Bir de Metaverse var, şimdilik bu kadar. Yetmezse bir şeyler daha düşünür “abiler”. Ne diyelim Batıdan daha mı iyi bileceğiz, yapacağız yani. En iyisini onlar bilir değil mi ya?
İKLİM KRİZİ
Covid salgını ile başlayan süreçte Küresel Çete tarafından bir anda iklim krizi de gündeme getirilmiştir. Geçmişte, ozon tabakasını delerek sera etkisi yarattığı kesin ispat edilen, kullanımının kısıtlanması önerilen, Clor, Flor, Karbon gazları ile ilgili KYOTO sözleşmesine imza atmayan ABD, şimdi de küresel çetenin sözcüsü Bill GATES vasıtasıyla ineklerin dışkısı ile uğraşıyor. (Yapay et dayatması)

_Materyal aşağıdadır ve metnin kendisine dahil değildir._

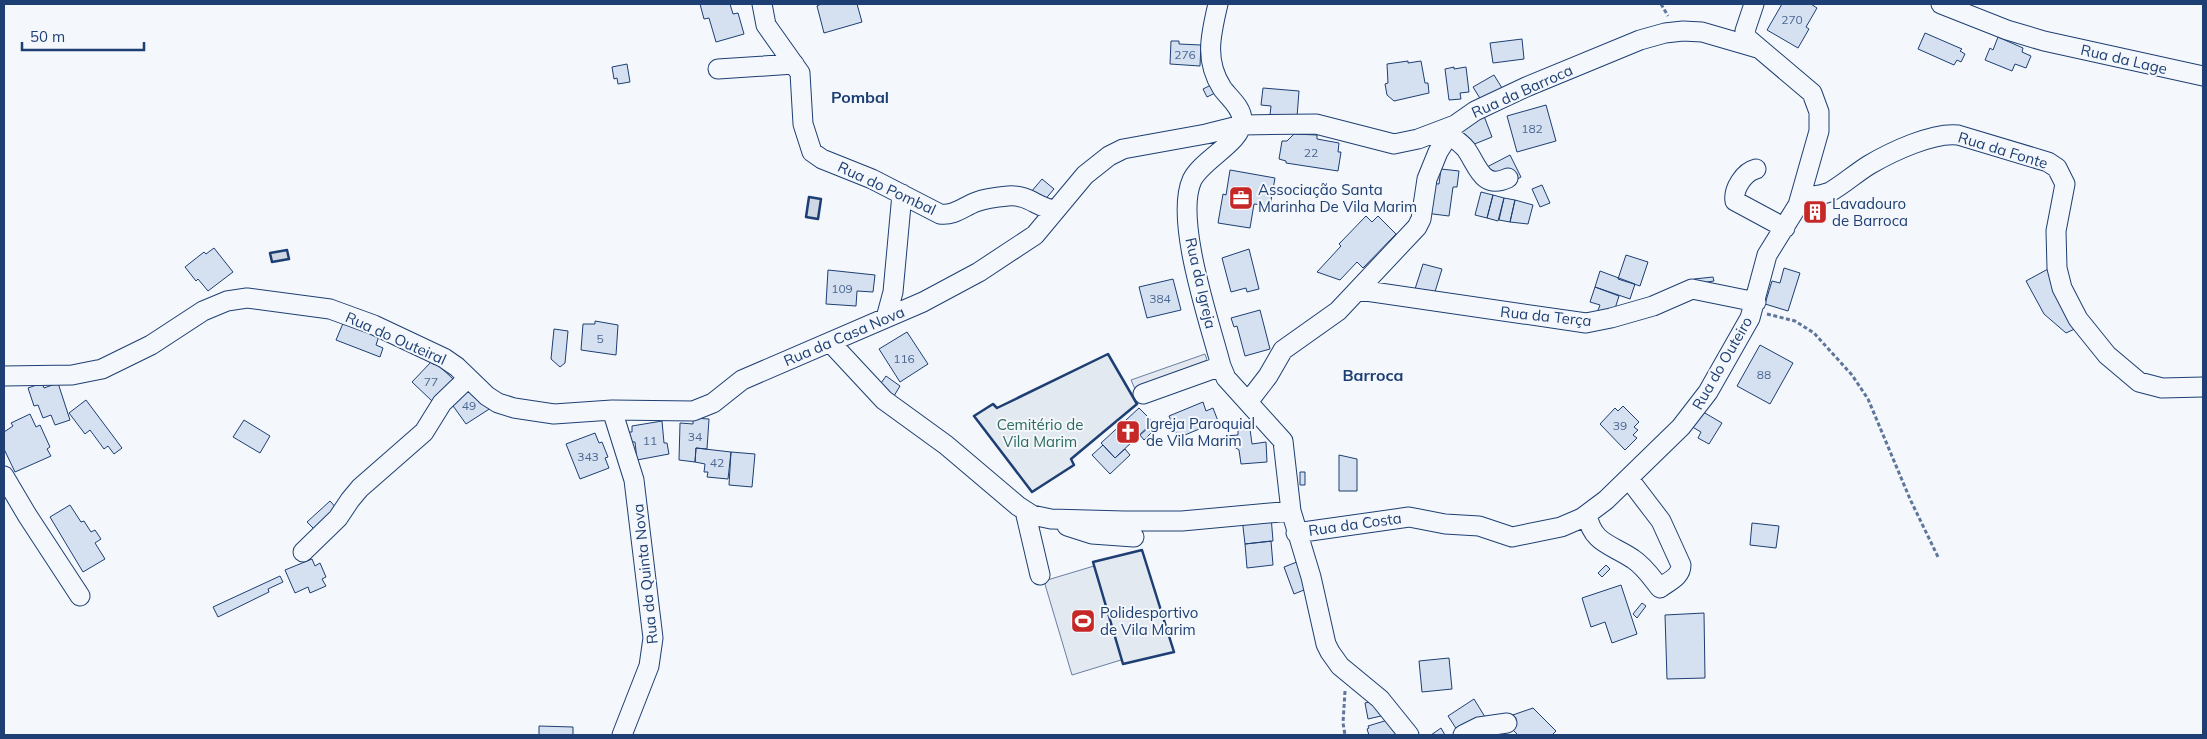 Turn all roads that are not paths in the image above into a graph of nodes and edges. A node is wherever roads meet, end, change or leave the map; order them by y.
1 (762, 4) edge
2 (1218, 4) edge
3 (1754, 4) edge
4 (1941, 4) edge
5 (1760, 50) junction
6 (794, 64) junction
7 (718, 69) dead end
8 (2203, 76) edge
9 (1242, 125) junction
10 (1452, 129) junction
11 (1756, 169) dead end
12 (1508, 178) dead end
13 (902, 194) junction
14 (1800, 198) junction
15 (1056, 210) junction
16 (1785, 228) junction
17 (1359, 290) junction
18 (1754, 306) junction
19 (886, 318) junction
20 (830, 342) junction
21 (1221, 366) junction
22 (4, 376) edge
23 (468, 378) junction
24 (2203, 387) edge
25 (1143, 394) dead end
26 (1248, 402) junction
27 (612, 410) junction
28 (4, 476) edge
29 (1629, 479) junction
30 (1290, 511) junction
31 (1025, 512) junction
32 (1587, 515) junction
33 (1051, 519) junction
34 (1296, 532) junction
35 (1134, 538) dead end
36 (303, 552) dead end
37 (1040, 575) dead end
38 (80, 596) dead end
39 (1507, 723) dead end
40 (622, 735) edge
41 (1409, 735) edge
42 (1463, 735) edge

1 - 6 street, Rua do Pombal
2 - 9 street
3 - 5 street, Rua do Outeiro
4 - 8 street, Rua da Lage
5 - 10 street, Rua da Barroca
5 - 14 street, Rua do Outeiro
6 - 7 street
6 - 13 street, Rua do Pombal
9 - 10 street, Rua da Barroca
9 - 15 street
9 - 21 street, Rua da Igreja
10 - 12 street
10 - 17 street
11 - 16 street
13 - 15 street, Rua do Pombal
13 - 19 street
14 - 16 street, Rua do Outeiro
14 - 24 street, Rua da Fonte
15 - 19 street, Rua da Casa Nova
16 - 18 street, Rua do Outeiro
17 - 18 street, Rua da Terça
17 - 26 street
18 - 29 street, Rua do Outeiro
19 - 20 street, Rua da Casa Nova
20 - 27 street, Rua da Casa Nova
20 - 31 street
21 - 25 street
21 - 26 street, Rua da Igreja
22 - 23 street, Rua do Outeiral
23 - 27 street, Rua do Outeiral
23 - 36 street
26 - 30 street, Rua da Igreja
27 - 40 street, Rua da Quinta Nova
28 - 38 street
29 - 32 street, Rua do Outeiro
29 - 32 street
30 - 33 street
30 - 34 street, Rua da Igreja
31 - 33 street
31 - 37 street
32 - 34 street, Rua da Costa
33 - 35 street
34 - 41 street, Rua da Igreja
39 - 42 street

Yapılan bütün bu işlerin sebebi Dünya milletlerini korku ve paniğe sokarak hayal ettikleri küresel “Yeni Dünya Düzeni”ne razı etmektir. Bunca felaketten kurtuluşun reçetesini de yakında yazıp elimize verirler merakla bekliyorum. Felaket senaryoları peş peşe sıralanıyor. Şimdiden Eylül ayında Covid salgınının tekrar başlayacağı zikrediliyor ve de aynen dedikleri oluyor. Salgın başladı dediler maske taktık bitti dediler çıkardık hadi bunu anladık diyelim de; bu adamlar falcı mı? Yoksa... Tüm Dünyada aynı anda başlayan orman yangınları, bir anda binlerce sığırın ölmeye karar vermesi, kıtlık, buğday tarlalarının, gıda fabrikalarının yanması vs. Bütün amaç dünya milletlerini “abiler doğru söylüyor” noktasına getirmektir. Küresel ısınma yok demiyorum yanlış anlaşılmasın ancak yukarıda yazdığım ve çözüm olacak en temel önlemleri dahi almayanlar şimdi yaygara yapıyorlar. Garip olan, sorgulamamız gereken işte budur.
Bütün bu yaşananlar Batı hayranı, özgüveni olmayan, kendi milletini ve insanını aşağılayan, teslimiyetçi ve mandacı zihniyetin hâkim olduğu Osmanlı İmparatorluğu’nun çöküş sürecinde yaşananlarla ne kadar büyük benzerlikler gösteriyor öyle değil mi?
Ancak önemli bir fark var bütün bu olup bitenleri net bir şekilde gören, yaşanan olaylar arasındaki sebep sonuç ilişkilerini kurarak, tehlike ve tehditler hakkında öngörü ve analizler yapabilen, tarihinden ders almış, ATATÜRK ilke ve devrimlerini hayat düsturu olarak belirlemiş yüzbinler var bu ülkede.